Back Health for Loggers
by Brie Weisman, Occupational Therapist with Maine LogAbility. Article published in the Fall 2021 Logger’s Voice (Volume 15, Issue 4)
Low back pain is one of the leading causes of disability, occurring in similar proportions in all cultures, interfering with the quality of life, and the ability to earn a living.
Logging is a physically demanding, dangerous job that is repetitive, mechanically jarring, and takes place on terrain that is often uneven, steep, and slippery. These conditions cause loggers to be at an increased risk for lower back pain or back injury due to overuse, sudden wrenching, or impact injuries from falls and accidents. Even those loggers remaining “safely” seated within vehicles for the workday are not immune from a lower back injury. Staying seated for prolonged periods in a vehicle or machine is a common cause of lower back pain—ask any trucker.
Although it is easy enough to see how work accidents cause back injuries, the cumulative nature of a long career in the industry is more often the source of back injuries in logging. There are simple, effective techniques to address back pain that take very little time or money.
- Limit bending, twisting, and lifting. Elevate work space, when feasible, to reduce bending and keep the back as straight as possible. Instead of twisting to do a task, face the item with feet pointed in the direction of the task. Install swivel seats in equipment; select a seat that can easily be locked in place.

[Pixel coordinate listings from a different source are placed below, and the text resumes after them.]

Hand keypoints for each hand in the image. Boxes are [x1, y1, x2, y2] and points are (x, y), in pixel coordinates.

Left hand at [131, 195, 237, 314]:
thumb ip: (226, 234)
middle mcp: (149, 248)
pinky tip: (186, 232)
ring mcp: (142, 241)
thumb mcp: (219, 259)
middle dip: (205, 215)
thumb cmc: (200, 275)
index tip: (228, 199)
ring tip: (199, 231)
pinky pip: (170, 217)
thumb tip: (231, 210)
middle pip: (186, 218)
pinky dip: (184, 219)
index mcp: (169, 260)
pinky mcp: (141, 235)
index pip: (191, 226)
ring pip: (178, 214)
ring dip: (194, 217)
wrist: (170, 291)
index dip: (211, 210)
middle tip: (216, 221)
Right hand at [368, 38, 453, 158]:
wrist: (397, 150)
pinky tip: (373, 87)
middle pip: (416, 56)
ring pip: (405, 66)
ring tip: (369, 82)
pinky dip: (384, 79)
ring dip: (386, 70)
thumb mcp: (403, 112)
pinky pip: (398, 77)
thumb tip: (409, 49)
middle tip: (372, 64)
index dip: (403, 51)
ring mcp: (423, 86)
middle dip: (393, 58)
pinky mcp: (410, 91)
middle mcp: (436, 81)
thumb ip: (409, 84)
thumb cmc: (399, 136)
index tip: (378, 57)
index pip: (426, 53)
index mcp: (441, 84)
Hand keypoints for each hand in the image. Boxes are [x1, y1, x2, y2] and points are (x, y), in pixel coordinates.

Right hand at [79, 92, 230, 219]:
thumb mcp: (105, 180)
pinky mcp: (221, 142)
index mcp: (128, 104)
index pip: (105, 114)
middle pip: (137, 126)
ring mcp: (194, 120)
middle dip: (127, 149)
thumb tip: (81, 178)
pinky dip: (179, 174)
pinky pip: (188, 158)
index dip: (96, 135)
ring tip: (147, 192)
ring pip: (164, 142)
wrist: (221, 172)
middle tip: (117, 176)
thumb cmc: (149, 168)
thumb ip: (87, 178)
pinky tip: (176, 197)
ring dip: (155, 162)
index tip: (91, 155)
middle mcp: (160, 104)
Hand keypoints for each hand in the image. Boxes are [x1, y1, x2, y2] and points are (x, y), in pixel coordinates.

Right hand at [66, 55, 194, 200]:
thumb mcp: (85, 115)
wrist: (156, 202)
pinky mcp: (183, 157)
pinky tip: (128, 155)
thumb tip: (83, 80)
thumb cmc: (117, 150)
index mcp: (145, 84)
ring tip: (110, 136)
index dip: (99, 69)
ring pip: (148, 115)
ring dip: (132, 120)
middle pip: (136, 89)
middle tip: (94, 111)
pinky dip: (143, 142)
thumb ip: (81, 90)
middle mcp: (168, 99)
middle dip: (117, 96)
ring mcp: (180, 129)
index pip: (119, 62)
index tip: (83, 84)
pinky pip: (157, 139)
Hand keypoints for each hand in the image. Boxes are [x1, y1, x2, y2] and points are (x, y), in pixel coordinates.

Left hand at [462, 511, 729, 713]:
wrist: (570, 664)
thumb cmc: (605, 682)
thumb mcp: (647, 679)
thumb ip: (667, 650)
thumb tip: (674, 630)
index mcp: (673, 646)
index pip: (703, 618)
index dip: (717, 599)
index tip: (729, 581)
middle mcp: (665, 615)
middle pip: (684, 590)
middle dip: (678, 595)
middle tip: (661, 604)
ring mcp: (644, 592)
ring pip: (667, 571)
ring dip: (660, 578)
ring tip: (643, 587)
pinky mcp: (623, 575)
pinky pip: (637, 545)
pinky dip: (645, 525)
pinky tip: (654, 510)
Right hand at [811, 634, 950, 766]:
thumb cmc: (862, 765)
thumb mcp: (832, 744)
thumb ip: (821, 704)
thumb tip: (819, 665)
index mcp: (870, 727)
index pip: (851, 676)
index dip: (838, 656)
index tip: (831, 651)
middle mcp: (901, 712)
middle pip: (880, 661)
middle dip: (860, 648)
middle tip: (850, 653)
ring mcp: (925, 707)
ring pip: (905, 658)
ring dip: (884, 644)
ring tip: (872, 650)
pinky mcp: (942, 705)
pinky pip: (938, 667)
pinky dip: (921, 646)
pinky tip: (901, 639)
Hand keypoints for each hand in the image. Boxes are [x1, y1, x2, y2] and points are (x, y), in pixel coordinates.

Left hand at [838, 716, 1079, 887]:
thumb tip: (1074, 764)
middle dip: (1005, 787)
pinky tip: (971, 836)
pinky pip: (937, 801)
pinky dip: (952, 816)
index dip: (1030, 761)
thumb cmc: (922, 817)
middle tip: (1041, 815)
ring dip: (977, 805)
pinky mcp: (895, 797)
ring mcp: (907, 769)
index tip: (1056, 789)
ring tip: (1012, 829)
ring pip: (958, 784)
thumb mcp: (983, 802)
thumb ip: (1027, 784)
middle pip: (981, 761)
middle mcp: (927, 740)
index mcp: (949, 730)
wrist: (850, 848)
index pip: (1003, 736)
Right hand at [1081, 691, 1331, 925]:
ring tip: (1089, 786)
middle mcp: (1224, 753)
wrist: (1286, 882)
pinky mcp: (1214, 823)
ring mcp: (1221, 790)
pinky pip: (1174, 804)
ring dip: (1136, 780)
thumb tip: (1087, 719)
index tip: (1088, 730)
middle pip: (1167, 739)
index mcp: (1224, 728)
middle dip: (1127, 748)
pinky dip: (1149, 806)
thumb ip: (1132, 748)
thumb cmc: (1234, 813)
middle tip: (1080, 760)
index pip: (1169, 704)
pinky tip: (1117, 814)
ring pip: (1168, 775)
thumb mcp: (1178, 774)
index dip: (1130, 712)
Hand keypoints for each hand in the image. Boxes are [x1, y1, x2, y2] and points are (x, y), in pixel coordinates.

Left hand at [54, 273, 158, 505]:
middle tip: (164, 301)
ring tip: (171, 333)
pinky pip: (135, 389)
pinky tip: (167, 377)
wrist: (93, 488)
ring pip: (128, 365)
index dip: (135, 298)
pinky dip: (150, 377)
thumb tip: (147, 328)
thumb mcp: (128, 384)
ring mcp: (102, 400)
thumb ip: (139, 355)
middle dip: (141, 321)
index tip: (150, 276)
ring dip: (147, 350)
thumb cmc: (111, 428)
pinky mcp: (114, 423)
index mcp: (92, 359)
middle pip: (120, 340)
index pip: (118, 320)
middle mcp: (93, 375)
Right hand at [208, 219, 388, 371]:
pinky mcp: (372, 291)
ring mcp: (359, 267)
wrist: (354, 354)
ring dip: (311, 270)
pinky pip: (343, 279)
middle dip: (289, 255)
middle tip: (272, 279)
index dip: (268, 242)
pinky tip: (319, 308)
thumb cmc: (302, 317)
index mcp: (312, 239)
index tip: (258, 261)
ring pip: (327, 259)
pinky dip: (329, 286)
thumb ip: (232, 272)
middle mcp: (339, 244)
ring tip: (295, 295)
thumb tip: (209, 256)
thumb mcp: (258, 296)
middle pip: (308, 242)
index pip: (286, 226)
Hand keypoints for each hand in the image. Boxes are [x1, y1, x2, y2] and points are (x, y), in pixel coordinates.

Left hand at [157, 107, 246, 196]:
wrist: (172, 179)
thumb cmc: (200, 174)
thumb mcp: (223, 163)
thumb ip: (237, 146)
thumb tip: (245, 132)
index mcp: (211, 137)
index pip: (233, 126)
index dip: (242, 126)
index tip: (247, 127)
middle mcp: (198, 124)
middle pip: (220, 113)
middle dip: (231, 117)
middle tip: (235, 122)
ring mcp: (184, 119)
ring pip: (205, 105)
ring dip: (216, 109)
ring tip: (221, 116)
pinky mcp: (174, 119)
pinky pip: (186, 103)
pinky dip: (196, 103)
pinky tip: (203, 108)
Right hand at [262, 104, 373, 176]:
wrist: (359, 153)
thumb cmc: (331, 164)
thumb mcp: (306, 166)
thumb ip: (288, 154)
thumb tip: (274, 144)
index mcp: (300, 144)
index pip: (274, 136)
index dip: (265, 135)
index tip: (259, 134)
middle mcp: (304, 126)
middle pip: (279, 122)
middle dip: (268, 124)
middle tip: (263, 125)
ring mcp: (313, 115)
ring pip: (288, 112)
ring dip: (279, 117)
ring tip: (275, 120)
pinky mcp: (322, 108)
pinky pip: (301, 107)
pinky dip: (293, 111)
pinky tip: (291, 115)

Avoid lifting heavy items, when possible, by sliding or dragging them along or using a wheelbarrow, cart, or mechanical advantage. When lifting use proper posture and technique. Protect your back muscles by squatting with a straight posture and lifting with your legs, holding items close to your chest. Instead of carrying heavy gear by hand for long distances use a backpack. There are external frames designed to carry hard-cased toolboxes, or the backpack frames can be modified to carry bulky items.
- Vibration issues. Working machinery often increases the risk of vibration injuries that can lead to numbness in limbs as well as back complaints. Use anti-vibration gloves, cushioned seat, mats to reduce strain.
- Stretch and rest breaks: Implement a short, daily stretching or core strengthening program. Take stretch breaks throughout the day, especially when sore or stiff. A rest break from repetitive activities or maintaining the same position, such as sitting in a cab, is also helpful in itself.
- Keep fit: Obesity increases the risk of back pain. Extra weight increases the strain of the musculoskeletal system, making overweight workers markedly more susceptible to injury. Increase core exercises to strengthen the abdomen and reduce strain on back muscles in maintaining posture and carry loads. Talk to your Primary Care Provider about a routine that is right for you.
While some measure of discomfort is inevitable in any strenuous work, ignoring back pain is as reckless as ignoring strange engine noises. Minor back pains, aches, and stiffness are the body’s warning gauges, and we ignore them at our own peril. Knowing how to respond to them is the key to back health.